| EXERCISE |
Word for word, restate every line from the one with "2313, face1, 0xffffffff);" through the end of the records below, both included, and add nothing.

| DATA FOR THIS EXERCISE |
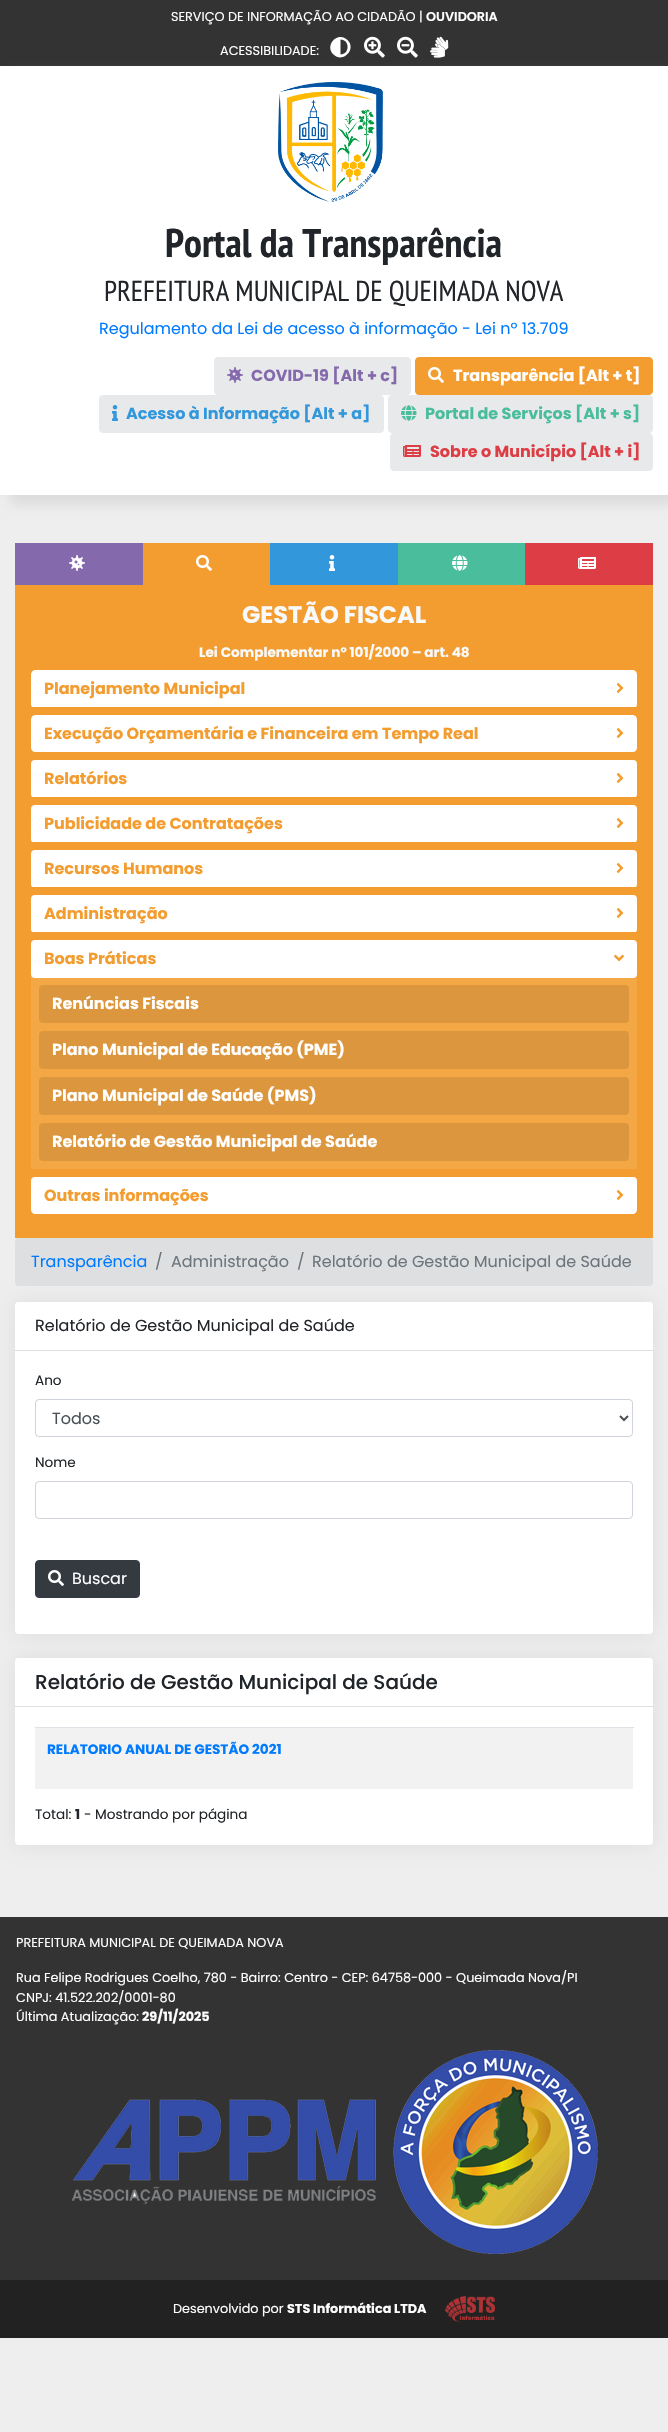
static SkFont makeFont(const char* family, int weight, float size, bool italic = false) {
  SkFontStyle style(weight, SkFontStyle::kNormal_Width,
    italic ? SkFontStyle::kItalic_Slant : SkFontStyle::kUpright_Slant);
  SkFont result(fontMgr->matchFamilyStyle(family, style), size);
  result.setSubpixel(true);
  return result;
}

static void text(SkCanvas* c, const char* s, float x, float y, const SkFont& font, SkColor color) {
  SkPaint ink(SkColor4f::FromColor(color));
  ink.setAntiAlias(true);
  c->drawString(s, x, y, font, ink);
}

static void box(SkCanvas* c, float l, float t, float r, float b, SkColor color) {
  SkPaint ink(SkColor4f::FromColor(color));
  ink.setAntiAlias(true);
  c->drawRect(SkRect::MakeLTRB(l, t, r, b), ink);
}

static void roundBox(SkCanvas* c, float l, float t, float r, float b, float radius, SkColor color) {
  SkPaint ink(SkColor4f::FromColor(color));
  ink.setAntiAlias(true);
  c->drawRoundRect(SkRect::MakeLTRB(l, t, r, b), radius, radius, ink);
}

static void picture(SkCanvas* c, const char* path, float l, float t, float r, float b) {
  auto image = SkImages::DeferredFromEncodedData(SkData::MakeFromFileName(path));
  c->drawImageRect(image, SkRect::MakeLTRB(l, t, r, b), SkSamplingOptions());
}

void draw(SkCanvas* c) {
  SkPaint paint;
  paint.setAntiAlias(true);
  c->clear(0xffeeeeee);
  box(c, 0, 0, 668, 66, 0xff333333);
  SkFont face1 = makeFont("Poppins", 400, 12.8f);
  text(c, "SERVIÇO DE INFORMAÇÃO AO CIDADÃO |", 171, 21, face1, 0xffffffff);
  SkFont face2 = makeFont("Poppins", 600, 12.8f);
  text(c, "OUVIDORIA", 426, 21, face2, 0xffffffff);
  text(c, "ACESSIBILIDADE:", 220, 55, face1, 0xffffffff);
  paint.setColor(0xffffffff);
  c->drawPath(SkPathBuilder().moveTo(333.5f, 54.5f).cubicTo(324, 45, 338, 30.5f, 347.5f, 40).cubicTo(357, 49.5f, 342.5f, 63.5f, 333.5f, 54.5f).close().moveTo(340.5f, 54.5f).cubicTo(350, 54.5f, 350, 39.5f, 340.5f, 39.5f).close().detach(), paint);
  picture(c, "img_01.png", 364, 36, 385, 58);
  picture(c, "img_02.png", 397, 36, 418, 58);
  picture(c, "img_03.png", 430, 36, 449, 58);
  paint.setColor(0xffdddddd);
  paint.setMaskFilter(SkMaskFilter::MakeBlur(kNormal_SkBlurStyle, 5));
  c->drawRect(SkRect::MakeLTRB(10, 76, 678, 505), paint);
  paint.setMaskFilter(nullptr);
  box(c, 0, 66, 668, 495, 0xffffffff);
  picture(c, "img_04.png", 278, 82, 383, 202);
  SkFont face3 = makeFont("PT Sans Narrow", 700, 40);
  text(c, "Portal da Transparência", 165, 257, face3, 0xff212529);
  SkFont face4 = makeFont("PT Sans Narrow", 400, 28.75f);
  text(c, "PREFEITURA MUNICIPAL DE QUEIMADA NOVA", 104, 301, face4, 0xff212529);
  SkFont face5 = makeFont("Poppins", 400, 16);
  text(c, "Regulamento da Lei de acesso à informação - Lei nº 13.709", 99, 334, face5, 0xff007bff);
  paint.setColor(0xffe8e9ea);
  c->drawRoundRect(SkRect::MakeLTRB(214.5f, 357.5f, 410.5f, 394.5f), 3.5f, 3.5f, paint);
  paint.setStyle(SkPaint::kStroke_Style);
  paint.setStrokeWidth(1);
  c->drawRoundRect(SkRect::MakeLTRB(214.5f, 357.5f, 410.5f, 394.5f), 3.5f, 3.5f, paint);
  picture(c, "img_05.png", 227, 367, 243, 383);
  SkFont face6 = makeFont("Poppins", 700, 16);
  text(c, "COVID-19 [Alt + c]", 251, 381, face6, 0xff8469ac);
  paint.setStyle(SkPaint::kFill_Style);
  paint.setColor(0xfff39d30);
  c->drawRoundRect(SkRect::MakeLTRB(415.5f, 357.5f, 652.5f, 394.5f), 3.5f, 3.5f, paint);
  paint.setStyle(SkPaint::kStroke_Style);
  c->drawRoundRect(SkRect::MakeLTRB(415.5f, 357.5f, 652.5f, 394.5f), 3.5f, 3.5f, paint);
  picture(c, "img_06.png", 428, 367, 444, 383);
  text(c, "Transparência [Alt + t]", 453, 381, face6, 0xffffffff);
  paint.setStyle(SkPaint::kFill_Style);
  paint.setColor(0xffe8e9ea);
  c->drawRoundRect(SkRect::MakeLTRB(99.5f, 395.5f, 383.5f, 432.5f), 3.5f, 3.5f, paint);
  paint.setStyle(SkPaint::kStroke_Style);
  c->drawRoundRect(SkRect::MakeLTRB(99.5f, 395.5f, 383.5f, 432.5f), 3.5f, 3.5f, paint);
  picture(c, "img_07.png", 112, 405, 118, 421);
  text(c, "Acesso à Informação [Alt + a]", 126, 419, face6, 0xff3398db);
  paint.setStyle(SkPaint::kFill_Style);
  c->drawRoundRect(SkRect::MakeLTRB(388.5f, 395.5f, 652.5f, 432.5f), 3.5f, 3.5f, paint);
  paint.setStyle(SkPaint::kStroke_Style);
  c->drawRoundRect(SkRect::MakeLTRB(388.5f, 395.5f, 652.5f, 432.5f), 3.5f, 3.5f, paint);
  picture(c, "img_08.png", 401, 405, 417, 421);
  text(c, "Portal de Serviços [Alt + s]", 425, 419, face6, 0xff4abd9c);
  paint.setStyle(SkPaint::kFill_Style);
  c->drawRoundRect(SkRect::MakeLTRB(390.5f, 433.5f, 652.5f, 470.5f), 3.5f, 3.5f, paint);
  paint.setStyle(SkPaint::kStroke_Style);
  c->drawRoundRect(SkRect::MakeLTRB(390.5f, 433.5f, 652.5f, 470.5f), 3.5f, 3.5f, paint);
  picture(c, "img_09.png", 403, 445, 421, 457);
  text(c, "Sobre o Município [Alt + i]", 430, 457, face6, 0xffdd3d45);
  box(c, 15, 543, 143, 585, 0xff8469ac);
  picture(c, "img_10.png", 69, 555, 85, 571);
  box(c, 143, 543, 270, 585, 0xfff39d30);
  picture(c, "img_06.png", 196, 555, 212, 571);
  box(c, 270, 543, 398, 585, 0xff3398db);
  picture(c, "img_11.png", 329, 555, 335, 571);
  box(c, 398, 543, 525, 585, 0xff4abd9c);
  picture(c, "img_12.png", 452, 555, 468, 571);
  box(c, 525, 543, 653, 585, 0xffdd3d45);
  picture(c, "img_13.png", 578, 557, 596, 569);
  box(c, 15, 585, 653, 1238, 0xfff39d30);
  SkFont face7 = makeFont("Poppins", 700, 24);
  text(c, "GESTÃO FISCAL", 242, 623, face7, 0xfff8f9fa);
  SkFont face8 = makeFont("Poppins", 700, 13.6f);
  text(c, "Lei Complementar nº 101/2000 – art. 48", 199, 657, face8, 0xfff8f9fa);
  c->save();
  c->clipPath(SkPathBuilder().moveTo(35, 670).lineTo(633, 670).cubicTo(635, 670, 637, 672, 637, 674).lineTo(637, 707).lineTo(31, 707).lineTo(31, 674).cubicTo(31, 672, 33, 670, 35, 670).close().detach(), true);
  roundBox(c, 31, 670, 637, 708, 4, 0xffffffff);
  c->restore();
  text(c, "Planejamento Municipal", 44, 694, face6, 0xfff39d30);
  picture(c, "img_14.png", 616, 683, 624, 693);
  c->save();
  c->clipPath(SkPathBuilder().moveTo(35, 715).lineTo(633, 715).cubicTo(635, 715, 637, 717, 637, 719).lineTo(637, 748).cubicTo(637, 750, 635, 752, 633, 752).lineTo(35, 752).cubicTo(33, 752, 31, 750, 31, 748).lineTo(31, 719).cubicTo(31, 717, 33, 715, 35, 715).close().detach(), true);
  roundBox(c, 31, 715, 637, 753, 4, 0xffffffff);
  c->restore();
  text(c, "Execução Orçamentária e Financeira em Tempo Real", 44, 739, face6, 0xfff39d30);
  picture(c, "img_14.png", 616, 728, 624, 738);
  c->save();
  c->clipRect(SkRect::MakeLTRB(31, 760, 637, 797));
  roundBox(c, 31, 760, 637, 798, 4, 0xffffffff);
  c->restore();
  text(c, "Relatórios", 44, 784, face6, 0xfff39d30);
  picture(c, "img_14.png", 616, 773, 624, 783);
  c->save();
  c->clipRect(SkRect::MakeLTRB(31, 805, 637, 842));
  roundBox(c, 31, 805, 637, 843, 4, 0xffffffff);
  c->restore();
  text(c, "Publicidade de Contratações", 44, 829, face6, 0xfff39d30);
  picture(c, "img_14.png", 616, 818, 624, 828);
  c->save();
  c->clipRect(SkRect::MakeLTRB(31, 850, 637, 887));
  roundBox(c, 31, 850, 637, 888, 4, 0xffffffff);
  c->restore();
  text(c, "Recursos Humanos", 44, 874, face6, 0xfff39d30);
  picture(c, "img_14.png", 616, 863, 624, 873);
  c->save();
  c->clipRect(SkRect::MakeLTRB(31, 895, 637, 932));
  roundBox(c, 31, 895, 637, 933, 4, 0xffffffff);
  c->restore();
  text(c, "Administração", 44, 919, face6, 0xfff39d30);
  picture(c, "img_14.png", 616, 908, 624, 918);
  roundBox(c, 31, 940, 637, 978, 4, 0xffffffff);
  text(c, "Boas Práticas", 44, 964, face6, 0xfff39d30);
  picture(c, "img_15.png", 614, 954, 624, 962);
  box(c, 31, 977, 637, 1023, 0x1affffff);
  roundBox(c, 39, 985, 629, 1023, 4, 0xffdc963e);
  text(c, "Renúncias Fiscais", 52, 1009, face6, 0xffffffff);
  box(c, 31, 1023, 637, 1169, 0xfff4a745);
  roundBox(c, 39, 1031, 629, 1069, 4, 0xffdc963e);
  text(c, "Plano Municipal de Educação (PME)", 52, 1055, face6, 0xffffffff);
  roundBox(c, 39, 1077, 629, 1115, 4, 0xffdc963e);
  text(c, "Plano Municipal de Saúde (PMS)", 52, 1101, face6, 0xffffffff);
  roundBox(c, 39, 1123, 629, 1161, 4, 0xffdc963e);
  text(c, "Relatório de Gestão Municipal de Saúde", 52, 1147, face6, 0xffffffff);
  c->save();
  c->clipPath(SkPathBuilder().moveTo(31, 1177).lineTo(637, 1177).lineTo(637, 1210).cubicTo(637, 1212, 635, 1214, 633, 1214).lineTo(35, 1214).cubicTo(33, 1214, 31, 1212, 31, 1210).close().detach(), true);
  roundBox(c, 31, 1177, 637, 1215, 4, 0xffffffff);
  c->restore();
  text(c, "Outras informações", 44, 1201, face6, 0xfff39d30);
  picture(c, "img_14.png", 616, 1190, 624, 1200);
  roundBox(c, 15, 1238, 653, 1286, 4, 0xffdddfe0);
  text(c, "Transparência", 31, 1267, face5, 0xff007bff);
  text(c, "/", 155, 1267, face5, 0xff6c757d);
  text(c, "Administração", 171, 1267, face5, 0xff6c757d);
  text(c, "/", 297, 1267, face5, 0xff6c757d);
  text(c, "Relatório de Gestão Municipal de Saúde", 312, 1267, face5, 0xff6c757d);
  paint.setStyle(SkPaint::kFill_Style);
  paint.setColor(0xffdddddd);
  paint.setMaskFilter(SkMaskFilter::MakeBlur(kNormal_SkBlurStyle, 10));
  c->drawRoundRect(SkRect::MakeLTRB(15, 1302, 653, 1634), 4, 4, paint);
  paint.setMaskFilter(nullptr);
  roundBox(c, 15, 1302, 653, 1634, 4, 0xffffffff);
  paint.setColor(0xffffffff);
  c->drawPath(SkPathBuilder().moveTo(18, 1302).lineTo(650, 1302).cubicTo(651.5f, 1302, 653, 1303.5f, 653, 1305).lineTo(653, 1351).lineTo(15, 1351).lineTo(15, 1305).cubicTo(15, 1303.5f, 16.5f, 1302, 18, 1302).close().detach(), paint);
  box(c, 15, 1350, 653, 1351, 0xffdfdfdf);
  text(c, "Relatório de Gestão Municipal de Saúde", 35, 1331, face5, 0xff212529);
  SkFont face9 = makeFont("Poppins", 400, 13.6f);
  text(c, "Ano", 35, 1385, face9, 0xff212529);
  paint.setStyle(SkPaint::kStroke_Style);
  paint.setColor(0xffced4da);
  c->drawRoundRect(SkRect::MakeLTRB(35.5f, 1399.5f, 632.5f, 1436.5f), 3.5f, 3.5f, paint);
  paint.setStrokeWidth(2);
  paint.setColor(0xff495057);
  c->drawPath(SkPathBuilder().moveTo(620, 1416).lineTo(624, 1420).lineTo(628, 1416).detach(), paint);
  text(c, "Todos", 52, 1424, face5, 0xff495057);
  text(c, "Nome", 35, 1467, face9, 0xff212529);
  paint.setStrokeWidth(1);
  paint.setColor(0xffced4da);
  c->drawRoundRect(SkRect::MakeLTRB(35.5f, 1481.5f, 632.5f, 1518.5f), 3.5f, 3.5f, paint);
  paint.setStyle(SkPaint::kFill_Style);
  paint.setColor(0xff343a40);
  c->drawRoundRect(SkRect::MakeLTRB(35.5f, 1560.5f, 139.5f, 1597.5f), 3.5f, 3.5f, paint);
  paint.setStyle(SkPaint::kStroke_Style);
  c->drawRoundRect(SkRect::MakeLTRB(35.5f, 1560.5f, 139.5f, 1597.5f), 3.5f, 3.5f, paint);
  picture(c, "img_16.png", 48, 1570, 64, 1586);
  text(c, "Buscar", 72, 1584, face5, 0xffffffff);
  paint.setStyle(SkPaint::kFill_Style);
  paint.setColor(0xffdddddd);
  paint.setMaskFilter(SkMaskFilter::MakeBlur(kNormal_SkBlurStyle, 10));
  c->drawRoundRect(SkRect::MakeLTRB(15, 1658, 653, 1845), 4, 4, paint);
  paint.setMaskFilter(nullptr);
  roundBox(c, 15, 1658, 653, 1845, 4, 0xffffffff);
  paint.setColor(0xffffffff);
  c->drawPath(SkPathBuilder().moveTo(18, 1658).lineTo(650, 1658).cubicTo(651.5f, 1658, 653, 1659.5f, 653, 1661).lineTo(653, 1707).lineTo(15, 1707).lineTo(15, 1661).cubicTo(15, 1659.5f, 16.5f, 1658, 18, 1658).close().detach(), paint);
  box(c, 15, 1706, 653, 1707, 0xffdfdfdf);
  SkFont face10 = makeFont("Poppins", 500, 20);
  text(c, "Relatório de Gestão Municipal de Saúde", 35, 1689, face10, 0xff212529);
  box(c, 35, 1728, 633, 1789, 0xfff2f2f2);
  box(c, 35, 1727, 634, 1728, 0xffdee2e6);
  text(c, "RELATORIO ANUAL DE GESTÃO 2021", 47, 1754, face8, 0xff007bff);
  text(c, "Total:", 35, 1819, face9, 0xff212529);
  text(c, "1", 75, 1819, face8, 0xff212529);
  text(c, "- Mostrando por página", 84, 1819, face9, 0xff212529);
  box(c, 0, 1917, 668, 2280, 0xff333333);
  text(c, "PREFEITURA MUNICIPAL DE QUEIMADA NOVA", 16, 1947, face1, 0xffffffff);
  text(c, "Rua Felipe Rodrigues Coelho, 780 - Bairro: Centro - CEP: 64758-000 - Queimada Nova/PI", 16, 1982, face1, 0xffffffff);
  text(c, "CNPJ: 41.522.202/0001-80", 16, 2002, face1, 0xffffffff);
  text(c, "Última Atualização:", 16, 2021, face1, 0xffffffff);
  SkFont face11 = makeFont("Poppins", 700, 12.8f);
  text(c, "29/11/2025", 142, 2021, face11, 0xffffffff);
  picture(c, "img_17.png", 72, 2050, 598, 2254);
  box(c, 0, 2280, 668, 2338, 0xff222222);
  text(c, "Desenvolvido por", 173, 2313, face1, 0xffffffff);
  text(c, "STS Informática LTDA", 287, 2313, face11, 0xffffffff);
  picture(c, "img_18.png", 445, 2296, 495, 2322);
}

| ANSWER TO THE EXERCISE |
  text(c, "Desenvolvido por", 173, 2313, face1, 0xffffffff);
  text(c, "STS Informática LTDA", 287, 2313, face11, 0xffffffff);
  picture(c, "img_18.png", 445, 2296, 495, 2322);
}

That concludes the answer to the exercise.